Feature/support helm in release manager #916

clemensutschig · 2022-07-01T13:49:29Z

first cut of HELM support, which also once and for all eliviates the DeploymentConfig limitations

This is still dirty! - helm variables from component pipeline are NOT in the RM

michaelsauter · 2022-07-19T13:42:22Z

Alright ... I have silently watched this for a while ... first of, kudos to the nice work!

I thought about the Helm integration on a more general note, and I'm going to throw a bit of a curve ball to you ;)

My basic question is: do you even want to make the Helm integration work like the Tailor integration?

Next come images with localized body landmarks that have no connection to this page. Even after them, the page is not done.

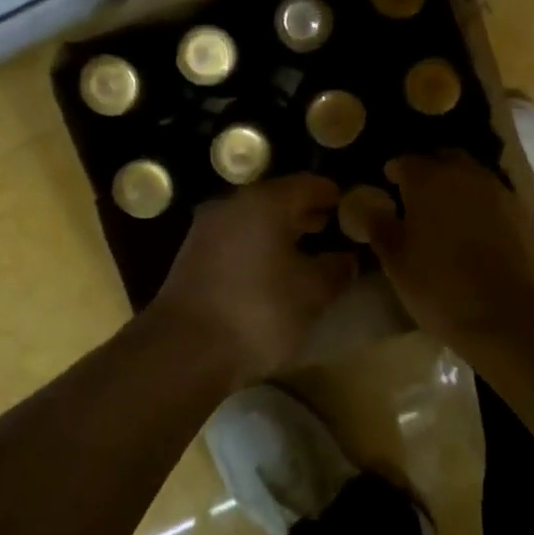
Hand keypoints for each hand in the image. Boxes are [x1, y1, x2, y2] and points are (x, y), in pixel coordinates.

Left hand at [144, 174, 356, 385]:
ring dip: (279, 231)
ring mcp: (207, 230)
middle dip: (305, 212)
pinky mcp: (191, 257)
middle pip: (277, 199)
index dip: (331, 194)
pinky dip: (257, 247)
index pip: (307, 184)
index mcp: (265, 202)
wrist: (183, 350)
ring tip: (304, 251)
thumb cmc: (257, 312)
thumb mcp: (312, 293)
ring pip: (253, 220)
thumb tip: (347, 258)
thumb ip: (335, 269)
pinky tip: (272, 271)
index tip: (350, 206)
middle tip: (331, 227)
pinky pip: (235, 240)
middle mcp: (232, 205)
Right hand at [366, 153, 533, 350]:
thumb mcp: (396, 261)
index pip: (406, 161)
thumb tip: (368, 207)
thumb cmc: (439, 286)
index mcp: (428, 180)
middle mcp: (465, 174)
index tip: (388, 184)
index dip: (395, 171)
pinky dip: (483, 204)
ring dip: (459, 185)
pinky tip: (479, 227)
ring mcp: (499, 191)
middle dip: (431, 169)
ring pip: (474, 175)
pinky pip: (496, 196)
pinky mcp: (524, 212)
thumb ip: (380, 227)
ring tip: (449, 211)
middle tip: (419, 193)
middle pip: (444, 159)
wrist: (507, 313)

The Tailor integration is very "Deployment(Config) centric", because:

that's what the first version of the shared lib did
operators were not a thing
it allowed easy implementation of some sanity checks and extraction of pod data to render the GxP docs

However, I think long-term you want to be in a place where you can basically deploy any Helm chart. This means that you do not know which resources are your deployment units (think CRDs from operators, like, for example, a "Cluster" resource for a Postgres cluster). So I am wondering if it wouldn't be nice to have the Helm "branch" somewhat separated from the Tailor part. In the Helm "branch", I would question which checks are really needed (e.g. the checks that Deployments are controlled by the release manager are probably not needed at all because the Helm chart cannot be exported from the DEV namespace, so by definition all things are version controlled). Or, is it really needed to collect pod data like IP addresses to put them into the GxP templates when IP addresses may change anyway? Maybe we can use other evidence instead which is better suited and easier to get?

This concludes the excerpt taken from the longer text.